Why is it that some staes don’t allow NPs to practice in their full capacity without a practicing physician involvement?
Why is it that some staes don’t allow NPs to practice in their full capacity without a practicing physician involvement?
One of the most pressing issues in the nurse practitioner community is the fight to modernize practice regulations. In some states, NPs cannot provide healthcare to the full extent of their education and credentialing. As a result, NPs in states with limited practice authority cannot always fulfill their patients’ needs without a “collaborative agreement” with a supervising physician. This impedes the NP from operating autonomously (fpa, 2021, p. 1).
Although some may not realize, the mission of our Boards of Nursing (BONs) were developed to protect the public not the nurse. The Boards in each state regulate nursing practice and define requirements for licensure and scopes of practice in their particular geographical area. When it comes to the advance practice nurse, the scope of practice varies widely dependent upon the location and the specialty.
Before January of 2021, only 22 states (and DC) allowed NPs to practice to the full extent of their scope, education, and practice without physician involvement. 24 states required a formal, written relationship with a physician. The buck as they say, doesn’t stop there, because even within these parameters, there are further obstacles because the “relationship requirement varies from state to state and could call for supervision, delegation, authorization, or more general direction and collaboration” (ncsbn.org., n.d., para 6). 4 States—CT, IN, MN and PA, “require some form of relationship” but nothing needs to be formally documented—further confusing the issue! When it comes to prescribing, only 13 of 23 jurisdictions that allow autonomous practice by NPs allow them to prescribe without benefit of physician involvement. “The remaining 38 states all require documented physician involvement for NPs to be able to prescribe medications” (ncsbn.org., n.d., para 6).

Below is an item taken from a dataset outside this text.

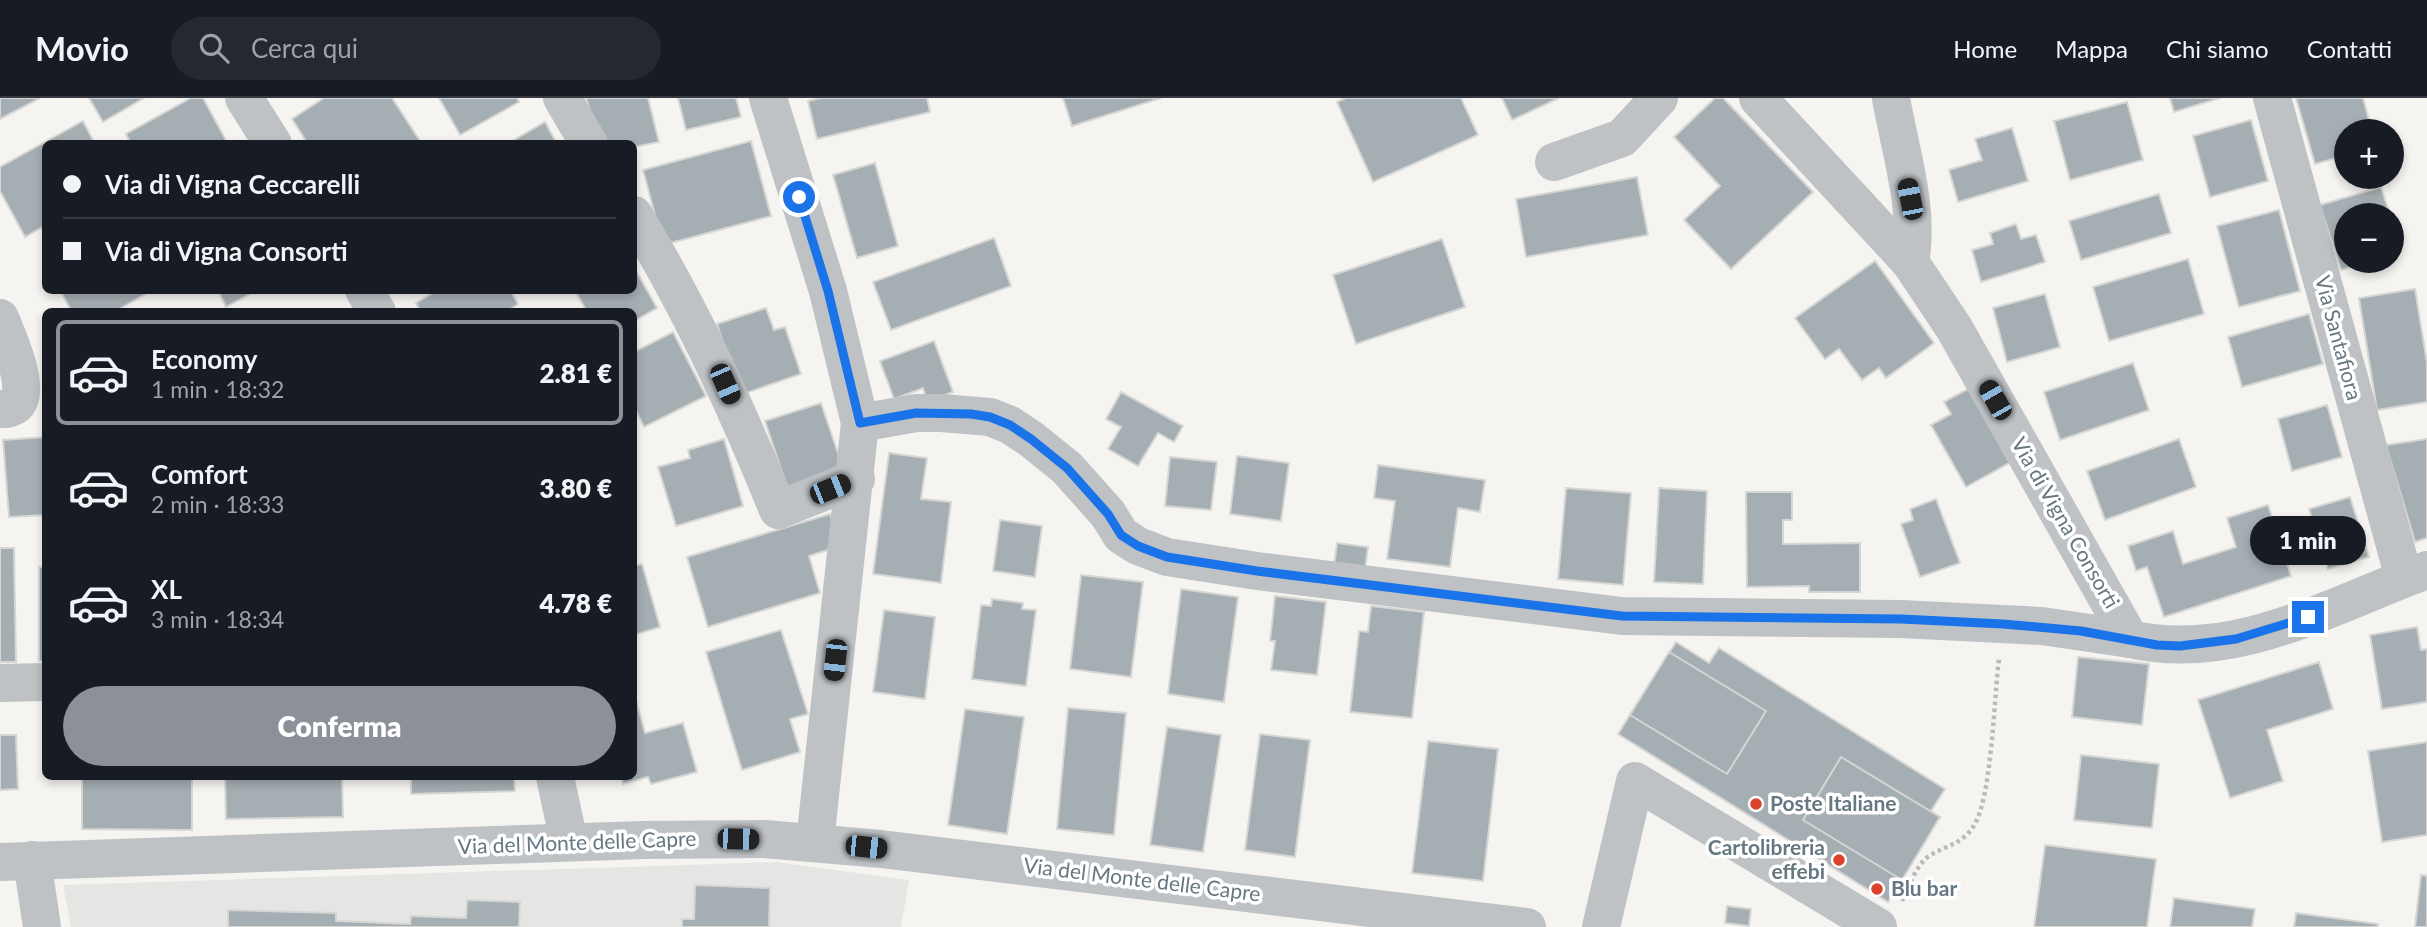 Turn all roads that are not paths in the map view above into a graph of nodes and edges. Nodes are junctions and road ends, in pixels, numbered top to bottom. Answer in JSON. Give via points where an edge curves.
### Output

I have to say, this was not an easy assignment. You would think it would be cut and dried. This is what you can and this is what you cannot do. Add COVID to the mix, and the waters are further muddied, as so many states adopted “Emergency” or “Executive” orders. Some “waived” or “suspended” certain requirements. Still others—like Massachusetts, made permanent changes.
On March 25th, 2020, Governor Charles D. Baker declared a state of emergency in Massachusetts due to COVID-19. At that time, he announced any APRN with at least 2 years supervised practice experience—or equivalent, would be exempt from requirements of physician supervision and prescriptive practice. Ten months later, on January 4th, 2021, Massachusetts became the 23rd state allowing nurse practitioners to practice independent of a supervising physician. When the Governor —Charlie Baker, signed the legislation into law (Japsen, 2021).
“This decision aligns with the evidence and recommendations for NP licensure from leading health policy groups like the National Academy of Medicine. Research shows that states with Full Practice Authority maintain strong safety and quality outcomes and improve both access to care and cost savings” (Japsen, 2021, p. 3).
Two of the biggest obstacles I can see against autonomy are the need for a collaborating physician and prescriptive authority.
As of January 1st, 20201, NPs in Alaska have full practice authority (fpa), and they have the right to prescribe Schedule II to V controlled substances. In Arizona, they too have full prescriptive authority; however “a Controlled Substance Prescription Monitoring Program (CSPMP) application must be submitted” (Maryville, 2020) with the DEA before they will be allowed to begin prescribing. In Colorado, NPs are considered having fpa. They can achieve full prescriptive authority once they have completed 1,000 hours of practice with a provisional prescriptive authority—either an MD or a mentoring NP. In Massachusetts, after 2 years of qualifying supervised prescriptive practice NPs can earn independent fpa.
It seems every state and every BON has their own sets of rules and regulations. Although it is to keep the public safe, with the changing landscape with regard to the shrinking availability of primary care physicians in this country, is it truly in the public’s best interest? According to Phoenix & Chapman in Institute of Medicine, 2011, Nurses should practice to the full extent of their education and training” (2020, p. 376). That’s all we are asking!